[Exercise brief] All of the records below are to be given again word for word, with the pictures removed.

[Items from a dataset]
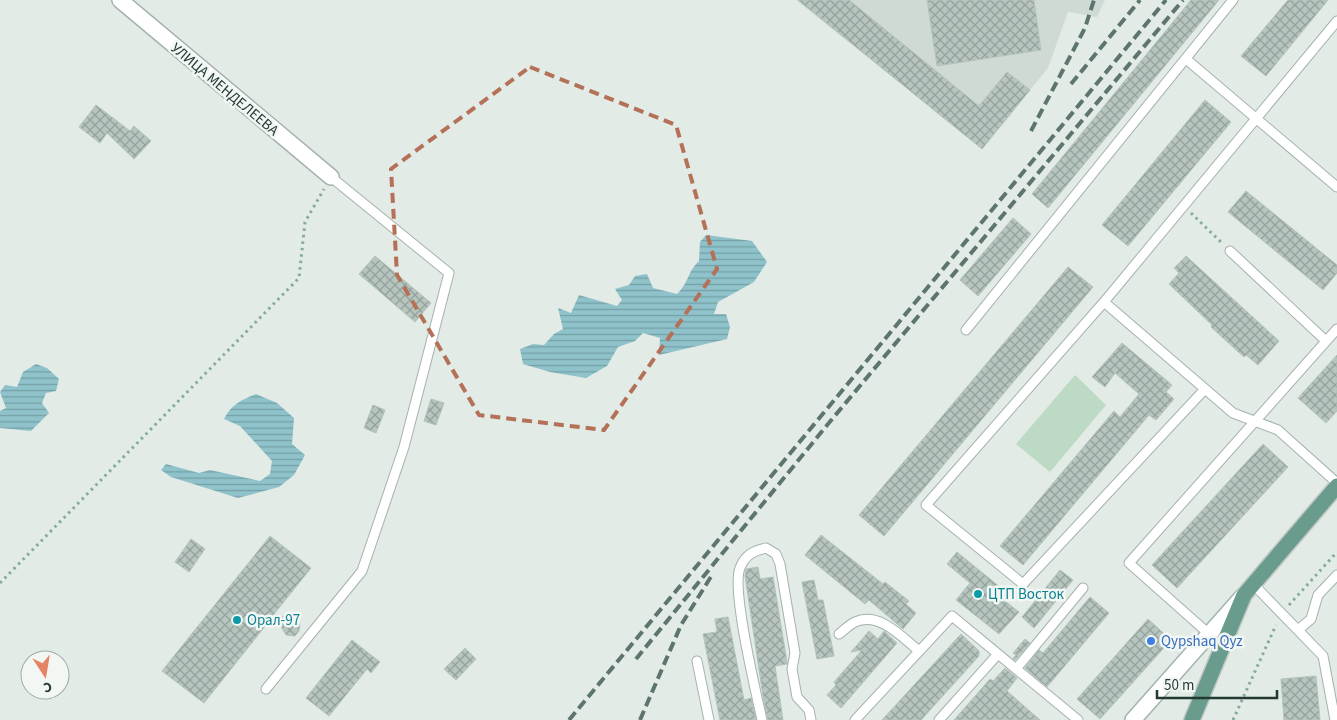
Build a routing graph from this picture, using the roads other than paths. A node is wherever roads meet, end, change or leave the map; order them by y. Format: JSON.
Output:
{"nodes":[{"id":1,"x":120,"y":0,"type":"edge"},
{"id":2,"x":1233,"y":0,"type":"edge"},
{"id":3,"x":1337,"y":21,"type":"edge"},
{"id":4,"x":1186,"y":59,"type":"junction"},
{"id":5,"x":1256,"y":118,"type":"junction"},
{"id":6,"x":331,"y":177,"type":"joint"},
{"id":7,"x":1337,"y":187,"type":"edge"},
{"id":8,"x":1230,"y":251,"type":"road end"},
{"id":9,"x":1104,"y":302,"type":"junction"},
{"id":10,"x":1337,"y":329,"type":"edge"},
{"id":11,"x":966,"y":330,"type":"dead end"},
{"id":12,"x":1326,"y":342,"type":"junction"},
{"id":13,"x":1205,"y":389,"type":"junction"},
{"id":14,"x":1256,"y":422,"type":"junction"},
{"id":15,"x":1337,"y":485,"type":"edge"},
{"id":16,"x":1337,"y":575,"type":"edge"},
{"id":17,"x":1084,"y":588,"type":"dead end"},
{"id":18,"x":1248,"y":590,"type":"junction"},
{"id":19,"x":1298,"y":630,"type":"junction"},
{"id":20,"x":839,"y":634,"type":"dead end"},
{"id":21,"x":1209,"y":634,"type":"junction"},
{"id":22,"x":919,"y":651,"type":"junction"},
{"id":23,"x":998,"y":654,"type":"junction"},
{"id":24,"x":697,"y":661,"type":"dead end"},
{"id":25,"x":1016,"y":669,"type":"junction"},
{"id":26,"x":266,"y":689,"type":"dead end"},
{"id":27,"x":709,"y":720,"type":"edge"},
{"id":28,"x":762,"y":720,"type":"edge"},
{"id":29,"x":811,"y":720,"type":"edge"},
{"id":30,"x":854,"y":720,"type":"edge"},
{"id":31,"x":939,"y":720,"type":"edge"},
{"id":32,"x":1078,"y":720,"type":"edge"},
{"id":33,"x":1133,"y":720,"type":"edge"},
{"id":34,"x":1192,"y":720,"type":"edge"},
{"id":35,"x":1334,"y":720,"type":"edge"}],
"edges":[{"from":1,"to":6,"type":"street","name":"УЛИЦА МЕНДЕЛЕЕВА"},
{"from":2,"to":4,"type":"lane"},
{"from":3,"to":5,"type":"lane"},
{"from":4,"to":5,"type":"lane"},
{"from":4,"to":11,"type":"lane"},
{"from":5,"to":7,"type":"lane"},
{"from":5,"to":9,"type":"lane"},
{"from":6,"to":26,"type":"lane"},
{"from":8,"to":12,"type":"lane"},
{"from":9,"to":13,"type":"lane"},
{"from":9,"to":13,"type":"lane"},
{"from":10,"to":12,"type":"lane"},
{"from":12,"to":14,"type":"lane"},
{"from":13,"to":14,"type":"lane"},
{"from":14,"to":15,"type":"lane"},
{"from":14,"to":21,"type":"lane"},
{"from":15,"to":18,"type":"main road"},
{"from":16,"to":19,"type":"lane"},
{"from":17,"to":25,"type":"lane"},
{"from":18,"to":19,"type":"lane"},
{"from":18,"to":21,"type":"street"},
{"from":18,"to":34,"type":"main road"},
{"from":19,"to":35,"type":"lane"},
{"from":20,"to":22,"type":"lane"},
{"from":21,"to":33,"type":"street"},
{"from":22,"to":23,"type":"lane"},
{"from":22,"to":30,"type":"lane"},
{"from":23,"to":25,"type":"lane"},
{"from":23,"to":31,"type":"lane"},
{"from":24,"to":27,"type":"lane"},
{"from":25,"to":32,"type":"lane"},
{"from":28,"to":29,"type":"lane"}]}
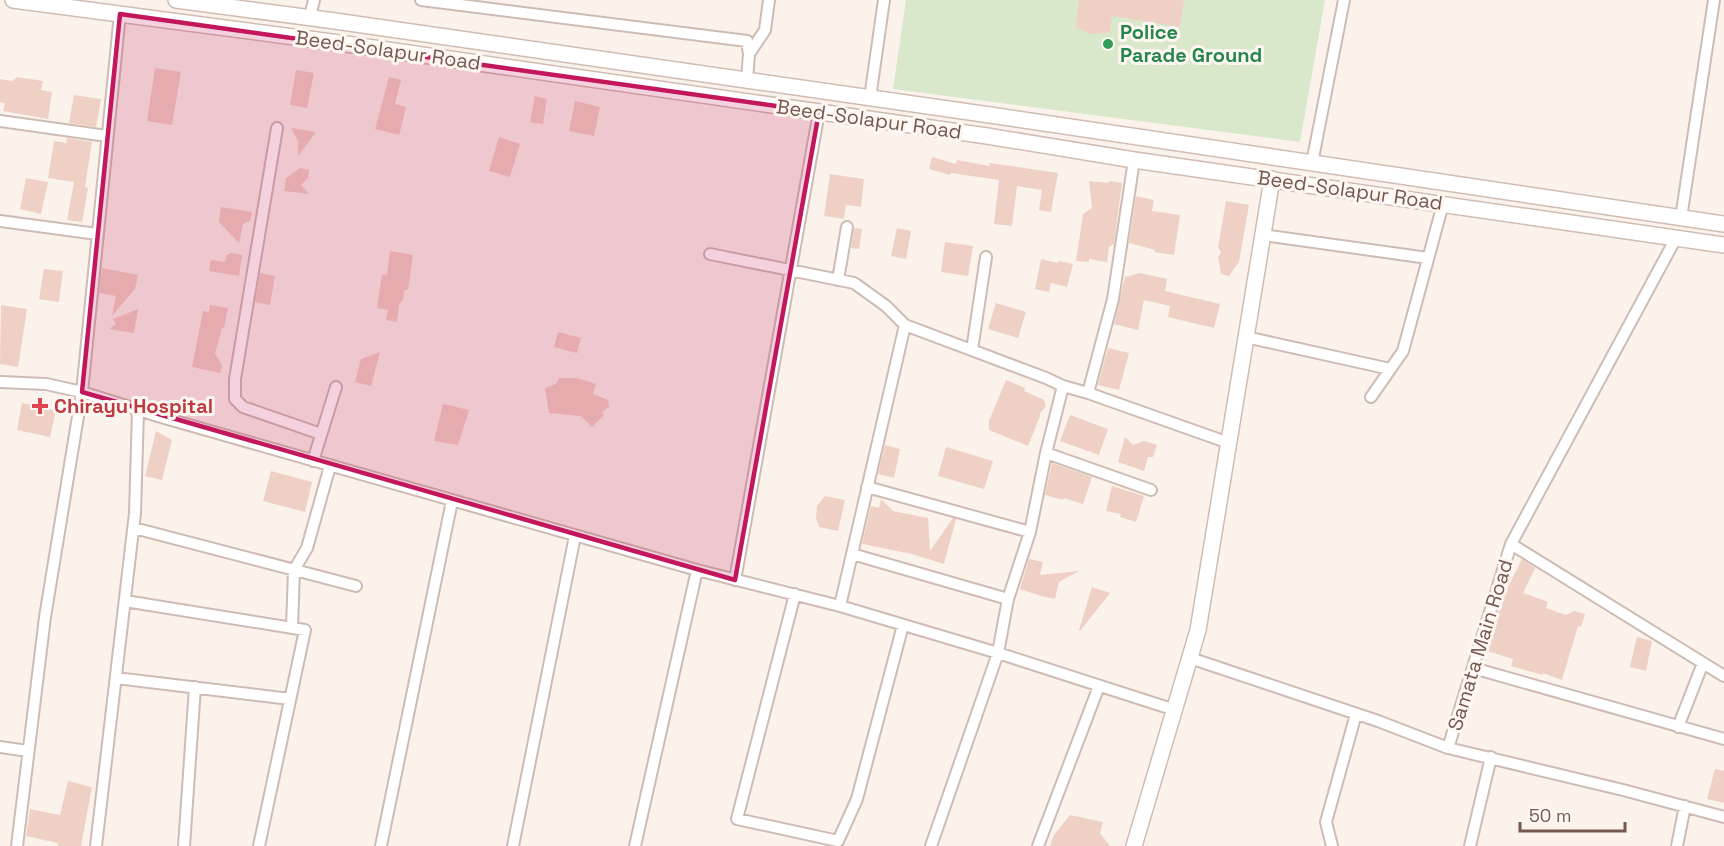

[Answer section]
Build a routing graph from this picture, using the roads other than paths. A node is wherever roads meet, end, change or leave the map; order them by y. Format: JSON.
Output:
{"nodes":[{"id":1,"x":120,"y":0,"type":"edge"},
{"id":2,"x":1233,"y":0,"type":"edge"},
{"id":3,"x":1337,"y":21,"type":"edge"},
{"id":4,"x":1186,"y":59,"type":"junction"},
{"id":5,"x":1256,"y":118,"type":"junction"},
{"id":6,"x":331,"y":177,"type":"joint"},
{"id":7,"x":1337,"y":187,"type":"edge"},
{"id":8,"x":1230,"y":251,"type":"road end"},
{"id":9,"x":1104,"y":302,"type":"junction"},
{"id":10,"x":1337,"y":329,"type":"edge"},
{"id":11,"x":966,"y":330,"type":"dead end"},
{"id":12,"x":1326,"y":342,"type":"junction"},
{"id":13,"x":1205,"y":389,"type":"junction"},
{"id":14,"x":1256,"y":422,"type":"junction"},
{"id":15,"x":1337,"y":485,"type":"edge"},
{"id":16,"x":1337,"y":575,"type":"edge"},
{"id":17,"x":1084,"y":588,"type":"dead end"},
{"id":18,"x":1248,"y":590,"type":"junction"},
{"id":19,"x":1298,"y":630,"type":"junction"},
{"id":20,"x":839,"y":634,"type":"dead end"},
{"id":21,"x":1209,"y":634,"type":"junction"},
{"id":22,"x":919,"y":651,"type":"junction"},
{"id":23,"x":998,"y":654,"type":"junction"},
{"id":24,"x":697,"y":661,"type":"dead end"},
{"id":25,"x":1016,"y":669,"type":"junction"},
{"id":26,"x":266,"y":689,"type":"dead end"},
{"id":27,"x":709,"y":720,"type":"edge"},
{"id":28,"x":762,"y":720,"type":"edge"},
{"id":29,"x":811,"y":720,"type":"edge"},
{"id":30,"x":854,"y":720,"type":"edge"},
{"id":31,"x":939,"y":720,"type":"edge"},
{"id":32,"x":1078,"y":720,"type":"edge"},
{"id":33,"x":1133,"y":720,"type":"edge"},
{"id":34,"x":1192,"y":720,"type":"edge"},
{"id":35,"x":1334,"y":720,"type":"edge"}],
"edges":[{"from":1,"to":6,"type":"street","name":"УЛИЦА МЕНДЕЛЕЕВА"},
{"from":2,"to":4,"type":"lane"},
{"from":3,"to":5,"type":"lane"},
{"from":4,"to":5,"type":"lane"},
{"from":4,"to":11,"type":"lane"},
{"from":5,"to":7,"type":"lane"},
{"from":5,"to":9,"type":"lane"},
{"from":6,"to":26,"type":"lane"},
{"from":8,"to":12,"type":"lane"},
{"from":9,"to":13,"type":"lane"},
{"from":9,"to":13,"type":"lane"},
{"from":10,"to":12,"type":"lane"},
{"from":12,"to":14,"type":"lane"},
{"from":13,"to":14,"type":"lane"},
{"from":14,"to":15,"type":"lane"},
{"from":14,"to":21,"type":"lane"},
{"from":15,"to":18,"type":"main road"},
{"from":16,"to":19,"type":"lane"},
{"from":17,"to":25,"type":"lane"},
{"from":18,"to":19,"type":"lane"},
{"from":18,"to":21,"type":"street"},
{"from":18,"to":34,"type":"main road"},
{"from":19,"to":35,"type":"lane"},
{"from":20,"to":22,"type":"lane"},
{"from":21,"to":33,"type":"street"},
{"from":22,"to":23,"type":"lane"},
{"from":22,"to":30,"type":"lane"},
{"from":23,"to":25,"type":"lane"},
{"from":23,"to":31,"type":"lane"},
{"from":24,"to":27,"type":"lane"},
{"from":25,"to":32,"type":"lane"},
{"from":28,"to":29,"type":"lane"}]}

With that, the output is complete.